→ DIRECTIONS FOR THIS TASK
Please print exactly the lines running from the one that contains "Union Hill Road</span>" to the end of the data, with both lines included.
-- Opening Marker --
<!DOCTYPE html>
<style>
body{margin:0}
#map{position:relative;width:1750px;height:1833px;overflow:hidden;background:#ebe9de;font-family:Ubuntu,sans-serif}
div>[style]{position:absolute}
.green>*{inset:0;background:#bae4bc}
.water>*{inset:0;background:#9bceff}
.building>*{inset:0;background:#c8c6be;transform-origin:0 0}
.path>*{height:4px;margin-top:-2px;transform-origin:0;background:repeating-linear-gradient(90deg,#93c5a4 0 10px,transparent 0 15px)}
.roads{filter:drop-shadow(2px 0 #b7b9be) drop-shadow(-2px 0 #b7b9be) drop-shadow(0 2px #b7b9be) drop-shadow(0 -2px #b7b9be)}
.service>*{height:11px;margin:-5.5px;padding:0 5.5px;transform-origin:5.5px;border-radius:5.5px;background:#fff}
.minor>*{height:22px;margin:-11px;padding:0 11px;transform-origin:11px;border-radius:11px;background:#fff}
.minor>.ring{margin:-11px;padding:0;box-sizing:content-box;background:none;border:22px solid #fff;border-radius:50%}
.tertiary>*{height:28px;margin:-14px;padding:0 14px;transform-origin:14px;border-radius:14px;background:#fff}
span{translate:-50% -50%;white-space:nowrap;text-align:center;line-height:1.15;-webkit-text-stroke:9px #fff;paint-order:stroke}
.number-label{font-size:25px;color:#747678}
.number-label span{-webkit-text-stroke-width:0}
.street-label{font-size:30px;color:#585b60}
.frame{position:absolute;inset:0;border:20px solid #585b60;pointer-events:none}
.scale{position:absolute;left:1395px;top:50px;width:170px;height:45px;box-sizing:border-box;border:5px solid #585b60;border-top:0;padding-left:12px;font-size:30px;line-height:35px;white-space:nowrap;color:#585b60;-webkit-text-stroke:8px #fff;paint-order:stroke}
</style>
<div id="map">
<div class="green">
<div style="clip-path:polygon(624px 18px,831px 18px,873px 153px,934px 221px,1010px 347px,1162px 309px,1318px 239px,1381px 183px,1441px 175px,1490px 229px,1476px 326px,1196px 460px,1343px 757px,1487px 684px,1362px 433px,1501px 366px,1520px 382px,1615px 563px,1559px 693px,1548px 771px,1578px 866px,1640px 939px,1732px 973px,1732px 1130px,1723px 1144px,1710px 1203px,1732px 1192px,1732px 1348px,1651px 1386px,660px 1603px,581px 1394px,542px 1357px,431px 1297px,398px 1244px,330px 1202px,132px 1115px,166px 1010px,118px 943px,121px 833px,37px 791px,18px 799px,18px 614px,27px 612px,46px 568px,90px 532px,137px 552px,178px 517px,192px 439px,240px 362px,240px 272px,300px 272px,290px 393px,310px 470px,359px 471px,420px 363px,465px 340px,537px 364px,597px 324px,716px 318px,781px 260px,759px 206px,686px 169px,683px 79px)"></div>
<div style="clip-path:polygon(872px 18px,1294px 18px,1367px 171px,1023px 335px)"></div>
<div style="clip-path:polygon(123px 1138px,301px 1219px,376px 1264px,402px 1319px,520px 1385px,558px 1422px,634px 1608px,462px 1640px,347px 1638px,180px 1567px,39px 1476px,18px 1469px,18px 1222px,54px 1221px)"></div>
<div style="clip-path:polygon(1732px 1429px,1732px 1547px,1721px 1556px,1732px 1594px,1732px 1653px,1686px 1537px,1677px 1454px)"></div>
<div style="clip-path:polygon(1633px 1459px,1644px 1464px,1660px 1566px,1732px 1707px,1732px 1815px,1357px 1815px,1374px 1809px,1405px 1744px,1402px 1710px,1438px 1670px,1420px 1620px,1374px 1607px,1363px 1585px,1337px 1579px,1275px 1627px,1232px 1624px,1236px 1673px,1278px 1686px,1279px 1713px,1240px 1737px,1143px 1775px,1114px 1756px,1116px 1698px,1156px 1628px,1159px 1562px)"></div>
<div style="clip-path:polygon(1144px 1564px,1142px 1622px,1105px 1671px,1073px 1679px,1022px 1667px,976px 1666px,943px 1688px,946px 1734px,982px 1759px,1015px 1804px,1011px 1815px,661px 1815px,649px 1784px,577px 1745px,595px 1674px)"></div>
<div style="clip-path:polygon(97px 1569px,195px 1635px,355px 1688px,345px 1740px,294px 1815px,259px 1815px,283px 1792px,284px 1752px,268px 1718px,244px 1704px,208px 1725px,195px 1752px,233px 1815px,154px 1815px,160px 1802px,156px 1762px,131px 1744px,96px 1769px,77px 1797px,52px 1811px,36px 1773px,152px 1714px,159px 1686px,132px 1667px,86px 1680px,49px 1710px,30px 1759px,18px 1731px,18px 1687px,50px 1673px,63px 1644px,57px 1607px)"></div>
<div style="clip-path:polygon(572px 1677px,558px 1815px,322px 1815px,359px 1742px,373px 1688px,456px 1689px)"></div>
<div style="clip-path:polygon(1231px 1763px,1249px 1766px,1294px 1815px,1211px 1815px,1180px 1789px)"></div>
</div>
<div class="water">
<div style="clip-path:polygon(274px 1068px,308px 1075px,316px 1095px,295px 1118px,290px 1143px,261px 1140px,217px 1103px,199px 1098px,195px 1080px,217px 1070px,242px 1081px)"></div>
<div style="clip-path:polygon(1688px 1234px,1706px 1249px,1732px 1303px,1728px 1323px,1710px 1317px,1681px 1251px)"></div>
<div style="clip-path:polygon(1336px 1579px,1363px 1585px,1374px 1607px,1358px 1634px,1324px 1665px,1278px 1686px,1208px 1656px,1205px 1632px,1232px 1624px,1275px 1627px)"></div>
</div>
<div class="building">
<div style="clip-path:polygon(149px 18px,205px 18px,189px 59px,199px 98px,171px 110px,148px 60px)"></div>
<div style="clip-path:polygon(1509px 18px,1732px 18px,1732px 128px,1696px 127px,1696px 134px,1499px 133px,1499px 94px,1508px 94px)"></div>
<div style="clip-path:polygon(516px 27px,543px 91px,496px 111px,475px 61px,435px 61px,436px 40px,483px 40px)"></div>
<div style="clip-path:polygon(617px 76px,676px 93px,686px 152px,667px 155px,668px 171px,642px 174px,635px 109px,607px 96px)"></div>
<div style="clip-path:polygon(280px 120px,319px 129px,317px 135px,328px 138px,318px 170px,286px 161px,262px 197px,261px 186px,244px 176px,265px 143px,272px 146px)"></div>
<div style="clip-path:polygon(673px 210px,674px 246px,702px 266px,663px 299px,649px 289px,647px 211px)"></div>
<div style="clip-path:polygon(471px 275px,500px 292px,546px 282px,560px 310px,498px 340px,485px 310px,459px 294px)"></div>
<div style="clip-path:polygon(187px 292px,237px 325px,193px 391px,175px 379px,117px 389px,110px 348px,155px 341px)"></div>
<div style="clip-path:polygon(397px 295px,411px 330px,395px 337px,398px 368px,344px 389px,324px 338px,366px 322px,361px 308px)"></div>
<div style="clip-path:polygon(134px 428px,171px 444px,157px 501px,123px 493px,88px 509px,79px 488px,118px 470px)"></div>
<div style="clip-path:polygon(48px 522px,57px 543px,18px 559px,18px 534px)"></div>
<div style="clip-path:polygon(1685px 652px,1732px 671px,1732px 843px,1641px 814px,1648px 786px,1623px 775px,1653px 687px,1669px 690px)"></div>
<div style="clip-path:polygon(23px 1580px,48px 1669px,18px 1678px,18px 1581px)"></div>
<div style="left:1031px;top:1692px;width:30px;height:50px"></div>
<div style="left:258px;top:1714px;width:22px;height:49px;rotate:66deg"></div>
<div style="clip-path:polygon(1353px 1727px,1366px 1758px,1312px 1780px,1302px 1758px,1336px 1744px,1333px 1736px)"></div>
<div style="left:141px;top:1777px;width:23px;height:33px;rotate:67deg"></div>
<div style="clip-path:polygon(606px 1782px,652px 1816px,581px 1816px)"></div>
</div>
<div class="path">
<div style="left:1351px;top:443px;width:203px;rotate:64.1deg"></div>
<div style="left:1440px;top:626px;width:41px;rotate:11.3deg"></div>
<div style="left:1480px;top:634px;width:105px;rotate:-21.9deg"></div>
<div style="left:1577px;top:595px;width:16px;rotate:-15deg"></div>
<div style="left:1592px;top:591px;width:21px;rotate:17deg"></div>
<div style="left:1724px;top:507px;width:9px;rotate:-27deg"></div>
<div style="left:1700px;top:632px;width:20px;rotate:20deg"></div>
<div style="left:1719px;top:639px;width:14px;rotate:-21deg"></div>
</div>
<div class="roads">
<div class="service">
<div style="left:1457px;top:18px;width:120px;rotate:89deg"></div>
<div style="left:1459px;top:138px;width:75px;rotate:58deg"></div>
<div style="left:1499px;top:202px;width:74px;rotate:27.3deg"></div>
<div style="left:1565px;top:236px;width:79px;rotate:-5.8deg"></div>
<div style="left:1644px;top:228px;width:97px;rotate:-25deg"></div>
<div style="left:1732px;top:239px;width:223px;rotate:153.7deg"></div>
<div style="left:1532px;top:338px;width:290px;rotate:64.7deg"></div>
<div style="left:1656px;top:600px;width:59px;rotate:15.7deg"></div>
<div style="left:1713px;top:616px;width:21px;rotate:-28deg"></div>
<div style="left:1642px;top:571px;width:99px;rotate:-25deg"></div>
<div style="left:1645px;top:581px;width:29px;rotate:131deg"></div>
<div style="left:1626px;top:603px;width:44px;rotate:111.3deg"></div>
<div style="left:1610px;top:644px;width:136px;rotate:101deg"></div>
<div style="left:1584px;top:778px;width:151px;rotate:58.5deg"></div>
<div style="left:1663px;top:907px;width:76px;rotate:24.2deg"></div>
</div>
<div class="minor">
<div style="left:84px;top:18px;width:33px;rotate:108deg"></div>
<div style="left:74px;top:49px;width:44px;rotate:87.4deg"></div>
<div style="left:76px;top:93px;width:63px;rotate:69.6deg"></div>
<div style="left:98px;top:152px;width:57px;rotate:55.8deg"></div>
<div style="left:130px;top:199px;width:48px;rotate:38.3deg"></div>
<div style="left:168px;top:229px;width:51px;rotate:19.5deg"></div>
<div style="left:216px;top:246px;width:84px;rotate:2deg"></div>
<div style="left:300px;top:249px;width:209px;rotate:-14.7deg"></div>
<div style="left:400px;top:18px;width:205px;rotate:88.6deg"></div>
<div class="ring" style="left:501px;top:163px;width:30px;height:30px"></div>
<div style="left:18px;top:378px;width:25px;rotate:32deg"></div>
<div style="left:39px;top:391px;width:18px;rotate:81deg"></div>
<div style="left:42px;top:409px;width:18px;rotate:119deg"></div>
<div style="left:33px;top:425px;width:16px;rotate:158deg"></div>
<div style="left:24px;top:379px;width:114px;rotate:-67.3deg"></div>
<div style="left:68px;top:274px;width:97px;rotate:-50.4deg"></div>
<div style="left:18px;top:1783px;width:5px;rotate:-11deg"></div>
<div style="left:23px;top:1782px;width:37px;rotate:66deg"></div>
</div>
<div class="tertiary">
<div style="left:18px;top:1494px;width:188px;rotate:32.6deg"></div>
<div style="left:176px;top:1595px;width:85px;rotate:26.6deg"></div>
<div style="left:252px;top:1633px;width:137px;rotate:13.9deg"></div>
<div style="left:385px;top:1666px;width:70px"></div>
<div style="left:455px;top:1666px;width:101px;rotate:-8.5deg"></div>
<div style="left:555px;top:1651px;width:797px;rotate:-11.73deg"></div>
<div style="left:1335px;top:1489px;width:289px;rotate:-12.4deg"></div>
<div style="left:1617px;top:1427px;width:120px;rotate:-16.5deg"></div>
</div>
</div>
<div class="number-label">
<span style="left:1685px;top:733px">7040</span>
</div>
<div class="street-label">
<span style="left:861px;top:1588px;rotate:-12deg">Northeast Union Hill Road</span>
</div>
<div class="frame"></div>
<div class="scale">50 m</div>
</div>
-- Closing Marker --
→ EXERCISE ANSWER
<span style="left:861px;top:1588px;rotate:-12deg">Northeast Union Hill Road</span>
</div>
<div class="frame"></div>
<div class="scale">50 m</div>
</div>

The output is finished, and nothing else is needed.